+44 (0)1179 680989

Stop the Black Hatters

17th March 2011 03:00 by tom

Everyone who does even the smallest amount of SEO, appreciates the importance of outbound links. Black hat seo monkeys are no exception. Except rather than sending one of those annoying 'will you be my friend' emails to request a link, they just hack away until they find a route into your site and place the links their themselves.

Clearly the best approach would be to lock down your website to such a degree that you'd need a sledge hammer to get in, but in the read/write web of 2.0 and beyond, this would be similar to never leaving your house, in case you happen to not see a bus coming the other way. We have to keep our sites open for conversation and partipication.

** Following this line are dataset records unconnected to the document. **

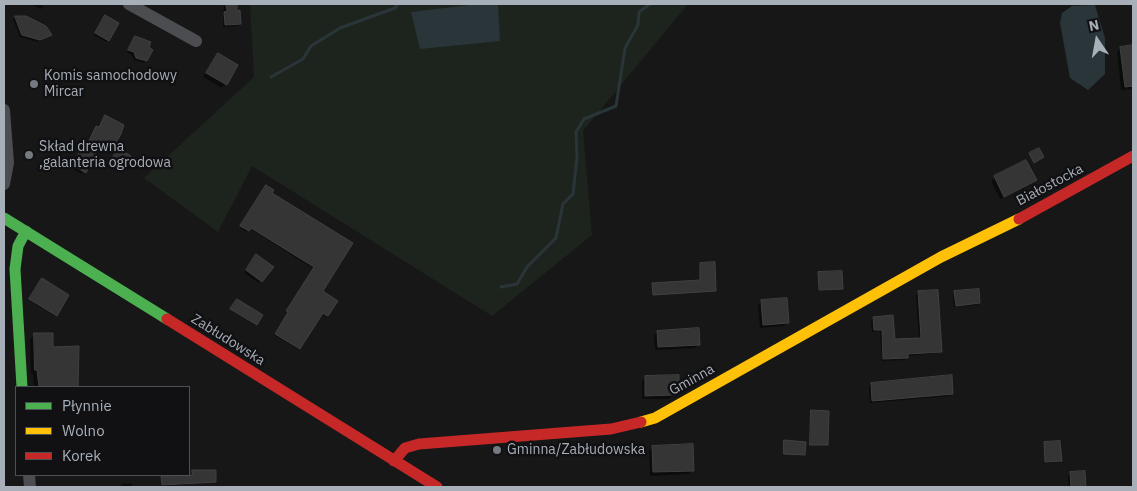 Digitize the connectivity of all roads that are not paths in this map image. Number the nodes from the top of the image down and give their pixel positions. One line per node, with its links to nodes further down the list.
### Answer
1 (129, 4): 2 (street)
2 (196, 41)
3 (4, 110): 5 (street)
4 (1133, 156): 8 (main road, Białostocka)
5 (4, 184)
6 (4, 218): 7 (main road, Zabłudowska)
7 (26, 231): 9 (main road); 10 (main road, Zabłudowska)
8 (979, 236): 10 (main road, Gminna)
9 (22, 386)
10 (394, 461): 11 (main road, Zabłudowska)
11 (437, 487) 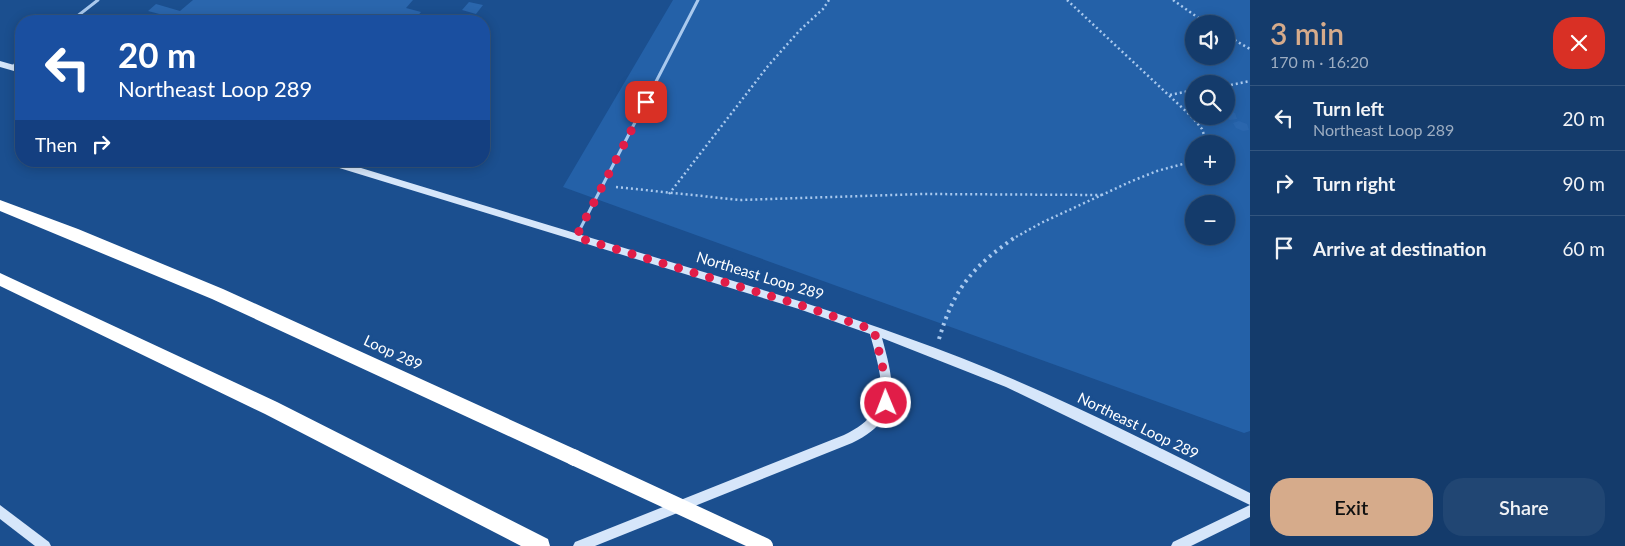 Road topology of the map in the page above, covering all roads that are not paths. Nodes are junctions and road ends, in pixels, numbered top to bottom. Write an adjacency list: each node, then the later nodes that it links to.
1 (98, 0): 3 (lane)
2 (698, 0): 10 (lane)
3 (79, 15)
4 (0, 64): 6 (main road)
5 (15, 65): 6 (lane)
6 (12, 67): 7 (main road)
7 (15, 68)
8 (361, 167): 10 (main road, Northeast Loop 289)
9 (0, 205): 19 (highway, Loop 289, bridge)
10 (576, 237): 12 (main road, Northeast Loop 289)
11 (0, 279): 17 (highway)
12 (874, 330): 13 (main road, Northeast Loop 289); 18 (main road)
13 (1250, 499)
14 (0, 511): 16 (main road)
15 (1250, 511): 20 (main road)
16 (45, 546)
17 (541, 546)
18 (579, 546)
19 (765, 546)
20 (1177, 546) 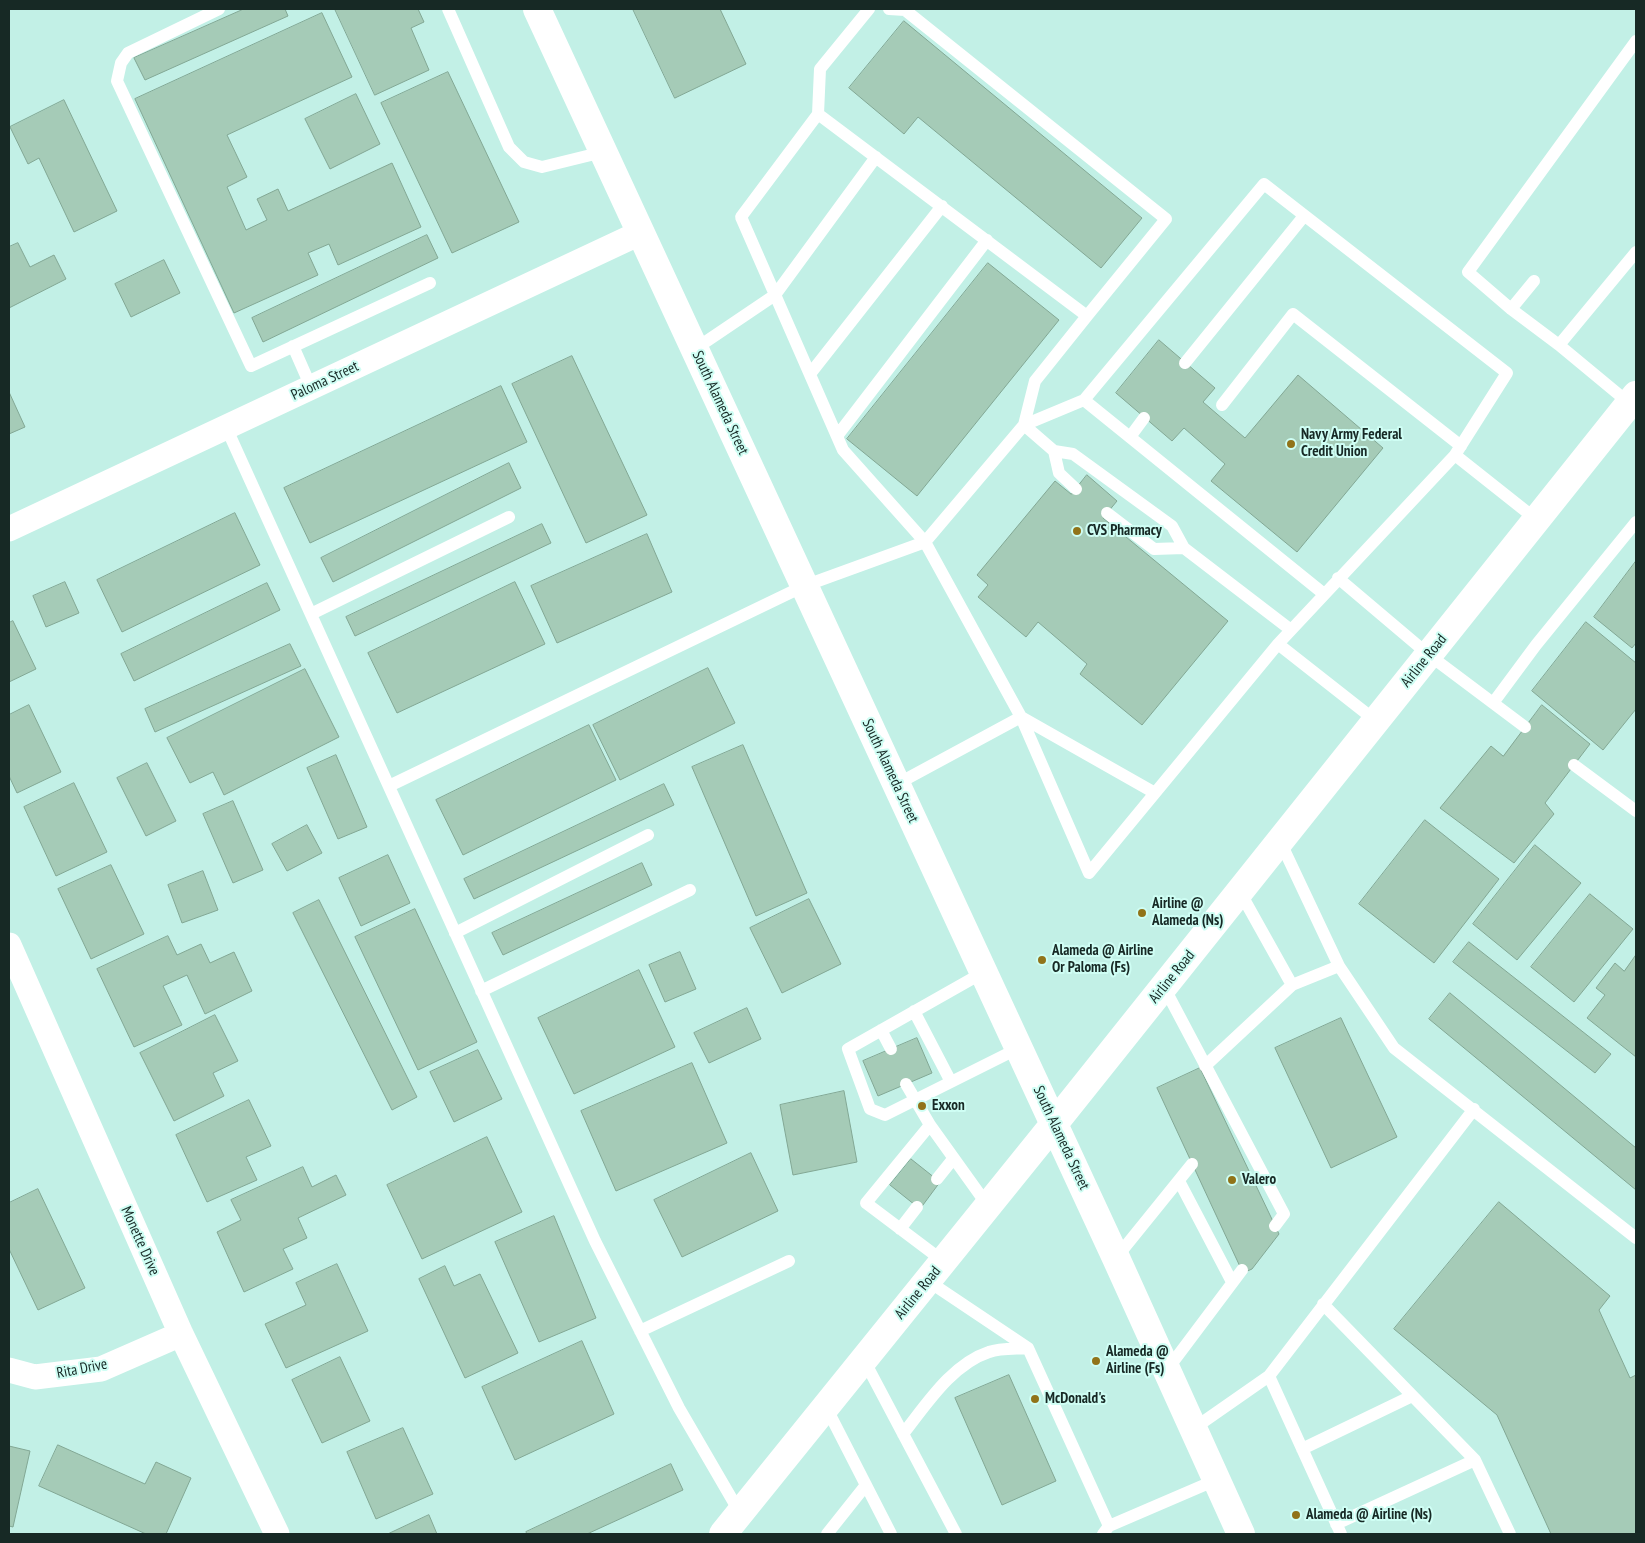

But rather than sitting on your hands and hoping for the best, why not keep an eye on all the outbound links coming from your site? That's why I've written a neat little script which does just that. You can feed it any website you like, and it will crawl through the site, logging all the outbound links it finds along the way. Then once it's finished, it sends you a summary email with all the external links on your site.

You can even add a 'black list' of sites you want to watch out for. Then if one of these sites are spotted, the script can send you a text message alerting you immediately. You'll have to buy a bulk load of SMS credits from clickatell, but they're not expensive and the clickatell api is very quick and easy to use - we use it for uptime monitoring alerts as well.

So here's my script for you to play with. This is a command line script, so you'll need to run via an SSH terminal or something similar in it's current form, although it wouldn't be hard to make it accessible through a browser.

Please bear in mind this is only a very quick script that I threw together one evening, so it comes with no guarantee, support or anything else, so use at your own risk (all the usual disclaimers ;). It's also rather basic and could do with a fair amount of tuning, but it does the job.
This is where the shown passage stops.